:: Data extract
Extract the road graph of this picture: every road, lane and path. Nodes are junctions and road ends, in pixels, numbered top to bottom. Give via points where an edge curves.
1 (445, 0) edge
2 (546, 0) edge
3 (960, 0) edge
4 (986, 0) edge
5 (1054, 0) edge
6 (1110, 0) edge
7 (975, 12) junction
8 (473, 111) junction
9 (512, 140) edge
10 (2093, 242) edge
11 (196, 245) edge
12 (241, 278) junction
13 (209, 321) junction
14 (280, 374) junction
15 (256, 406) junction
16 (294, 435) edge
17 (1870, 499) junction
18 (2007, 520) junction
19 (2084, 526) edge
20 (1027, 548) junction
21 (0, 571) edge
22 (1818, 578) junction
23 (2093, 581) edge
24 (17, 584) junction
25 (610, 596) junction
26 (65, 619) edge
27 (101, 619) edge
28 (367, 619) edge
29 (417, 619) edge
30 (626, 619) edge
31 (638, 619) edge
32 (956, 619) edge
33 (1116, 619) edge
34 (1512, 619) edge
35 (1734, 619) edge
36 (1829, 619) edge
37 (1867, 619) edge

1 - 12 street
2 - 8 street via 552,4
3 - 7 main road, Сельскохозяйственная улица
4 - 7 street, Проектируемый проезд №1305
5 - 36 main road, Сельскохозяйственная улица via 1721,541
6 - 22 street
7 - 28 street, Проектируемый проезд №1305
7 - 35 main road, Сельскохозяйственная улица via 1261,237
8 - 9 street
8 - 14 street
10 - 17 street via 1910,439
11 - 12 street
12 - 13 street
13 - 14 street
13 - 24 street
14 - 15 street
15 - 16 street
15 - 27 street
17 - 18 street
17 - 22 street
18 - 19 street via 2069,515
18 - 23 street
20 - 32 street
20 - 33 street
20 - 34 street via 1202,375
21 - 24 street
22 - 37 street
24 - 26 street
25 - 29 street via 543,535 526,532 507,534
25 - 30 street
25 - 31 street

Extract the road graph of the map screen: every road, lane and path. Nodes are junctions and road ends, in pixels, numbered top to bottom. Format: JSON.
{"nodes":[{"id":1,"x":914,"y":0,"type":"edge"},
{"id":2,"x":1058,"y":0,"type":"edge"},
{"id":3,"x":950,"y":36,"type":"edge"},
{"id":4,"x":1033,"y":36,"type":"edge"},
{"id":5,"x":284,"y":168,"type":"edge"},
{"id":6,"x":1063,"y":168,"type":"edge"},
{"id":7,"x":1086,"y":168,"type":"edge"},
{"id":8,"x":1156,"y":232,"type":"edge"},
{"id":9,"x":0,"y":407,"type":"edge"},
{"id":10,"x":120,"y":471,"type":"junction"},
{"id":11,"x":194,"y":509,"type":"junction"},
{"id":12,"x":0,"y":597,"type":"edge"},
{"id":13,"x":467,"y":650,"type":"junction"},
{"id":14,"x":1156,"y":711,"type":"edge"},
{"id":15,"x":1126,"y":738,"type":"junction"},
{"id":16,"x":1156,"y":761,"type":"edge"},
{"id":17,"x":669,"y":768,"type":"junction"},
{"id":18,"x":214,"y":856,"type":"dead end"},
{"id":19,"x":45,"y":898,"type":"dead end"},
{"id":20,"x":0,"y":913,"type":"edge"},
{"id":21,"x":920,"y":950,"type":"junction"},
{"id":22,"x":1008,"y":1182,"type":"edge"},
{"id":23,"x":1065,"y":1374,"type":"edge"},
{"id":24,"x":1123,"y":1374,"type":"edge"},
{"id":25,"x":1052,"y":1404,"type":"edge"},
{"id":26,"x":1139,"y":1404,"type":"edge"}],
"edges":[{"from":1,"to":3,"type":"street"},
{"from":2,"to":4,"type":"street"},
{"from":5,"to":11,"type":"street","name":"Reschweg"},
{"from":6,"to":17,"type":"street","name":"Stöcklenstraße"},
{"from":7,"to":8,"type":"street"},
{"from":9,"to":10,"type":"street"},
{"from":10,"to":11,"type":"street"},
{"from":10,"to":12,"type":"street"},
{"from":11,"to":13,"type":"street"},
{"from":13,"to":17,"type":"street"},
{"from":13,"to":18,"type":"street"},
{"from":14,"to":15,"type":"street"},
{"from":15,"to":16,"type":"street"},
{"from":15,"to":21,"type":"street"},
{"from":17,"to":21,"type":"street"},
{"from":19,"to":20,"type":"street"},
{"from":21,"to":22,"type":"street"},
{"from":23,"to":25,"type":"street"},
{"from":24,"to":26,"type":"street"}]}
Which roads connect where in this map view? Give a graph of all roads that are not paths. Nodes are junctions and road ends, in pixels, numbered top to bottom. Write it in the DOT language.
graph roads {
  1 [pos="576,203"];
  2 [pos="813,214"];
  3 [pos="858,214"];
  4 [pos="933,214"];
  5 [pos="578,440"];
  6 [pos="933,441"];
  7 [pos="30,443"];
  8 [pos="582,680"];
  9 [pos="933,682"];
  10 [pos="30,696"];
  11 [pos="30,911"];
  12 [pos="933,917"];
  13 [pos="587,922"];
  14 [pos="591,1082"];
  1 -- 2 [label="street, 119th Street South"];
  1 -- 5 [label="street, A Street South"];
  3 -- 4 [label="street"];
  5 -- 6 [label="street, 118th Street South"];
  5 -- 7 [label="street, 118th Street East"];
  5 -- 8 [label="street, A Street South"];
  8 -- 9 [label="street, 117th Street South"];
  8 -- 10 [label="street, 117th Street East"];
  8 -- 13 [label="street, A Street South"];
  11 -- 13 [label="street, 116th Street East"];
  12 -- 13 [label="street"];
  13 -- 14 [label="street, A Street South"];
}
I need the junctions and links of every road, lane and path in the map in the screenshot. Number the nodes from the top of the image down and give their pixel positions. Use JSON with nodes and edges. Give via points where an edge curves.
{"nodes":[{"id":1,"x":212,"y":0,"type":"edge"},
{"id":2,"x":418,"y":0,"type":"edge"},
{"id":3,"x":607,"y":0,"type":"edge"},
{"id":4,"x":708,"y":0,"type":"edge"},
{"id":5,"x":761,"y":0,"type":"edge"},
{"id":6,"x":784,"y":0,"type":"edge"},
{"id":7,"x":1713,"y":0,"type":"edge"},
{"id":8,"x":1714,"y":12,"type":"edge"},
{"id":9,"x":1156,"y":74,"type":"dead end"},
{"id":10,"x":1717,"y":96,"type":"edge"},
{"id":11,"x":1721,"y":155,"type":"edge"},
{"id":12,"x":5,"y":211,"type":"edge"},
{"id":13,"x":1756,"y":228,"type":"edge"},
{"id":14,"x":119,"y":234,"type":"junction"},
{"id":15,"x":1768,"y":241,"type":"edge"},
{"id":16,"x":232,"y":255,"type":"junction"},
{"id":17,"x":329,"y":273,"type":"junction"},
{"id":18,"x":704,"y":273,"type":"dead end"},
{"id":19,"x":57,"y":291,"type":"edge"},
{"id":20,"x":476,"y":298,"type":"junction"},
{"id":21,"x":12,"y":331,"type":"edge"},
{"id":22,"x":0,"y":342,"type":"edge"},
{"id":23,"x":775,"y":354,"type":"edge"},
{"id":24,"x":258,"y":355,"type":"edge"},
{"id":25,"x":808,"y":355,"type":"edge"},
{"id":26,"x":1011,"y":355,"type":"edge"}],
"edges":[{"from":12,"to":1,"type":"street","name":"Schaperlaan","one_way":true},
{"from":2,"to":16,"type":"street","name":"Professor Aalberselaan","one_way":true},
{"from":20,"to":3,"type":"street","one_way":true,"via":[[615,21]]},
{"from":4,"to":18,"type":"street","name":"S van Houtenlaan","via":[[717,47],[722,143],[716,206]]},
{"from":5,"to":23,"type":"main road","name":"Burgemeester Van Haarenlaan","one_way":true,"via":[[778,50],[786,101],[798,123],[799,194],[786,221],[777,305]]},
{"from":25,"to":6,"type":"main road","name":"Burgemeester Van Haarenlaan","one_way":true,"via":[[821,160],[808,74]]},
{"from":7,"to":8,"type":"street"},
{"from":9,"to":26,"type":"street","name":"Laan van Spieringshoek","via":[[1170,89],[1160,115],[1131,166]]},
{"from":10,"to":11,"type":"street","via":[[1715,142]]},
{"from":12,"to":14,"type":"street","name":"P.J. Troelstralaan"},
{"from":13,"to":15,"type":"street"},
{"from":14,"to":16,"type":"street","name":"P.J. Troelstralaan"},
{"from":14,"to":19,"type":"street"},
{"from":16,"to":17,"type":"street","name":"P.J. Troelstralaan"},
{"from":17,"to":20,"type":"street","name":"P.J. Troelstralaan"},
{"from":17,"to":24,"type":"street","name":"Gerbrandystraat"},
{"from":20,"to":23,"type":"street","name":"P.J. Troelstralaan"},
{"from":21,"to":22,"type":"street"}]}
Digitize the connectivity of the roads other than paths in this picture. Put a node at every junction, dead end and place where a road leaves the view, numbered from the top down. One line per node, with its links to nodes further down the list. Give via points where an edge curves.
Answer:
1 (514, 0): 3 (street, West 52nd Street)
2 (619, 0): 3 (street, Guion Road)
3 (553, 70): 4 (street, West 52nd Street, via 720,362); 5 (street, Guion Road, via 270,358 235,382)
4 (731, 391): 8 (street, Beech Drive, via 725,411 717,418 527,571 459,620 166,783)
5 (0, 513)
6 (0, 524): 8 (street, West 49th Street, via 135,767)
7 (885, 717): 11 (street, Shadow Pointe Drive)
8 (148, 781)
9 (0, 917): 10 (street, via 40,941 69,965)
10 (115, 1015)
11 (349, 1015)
::::
--- Task item ---
Would you copy every line of the entries that includes the word "Troelstralaan"?

--- Result of the exercise ---
{"from":12,"to":14,"type":"street","name":"P.J. Troelstralaan"},
{"from":14,"to":16,"type":"street","name":"P.J. Troelstralaan"},
{"from":16,"to":17,"type":"street","name":"P.J. Troelstralaan"},
{"from":17,"to":20,"type":"street","name":"P.J. Troelstralaan"},
{"from":20,"to":23,"type":"street","name":"P.J. Troelstralaan"},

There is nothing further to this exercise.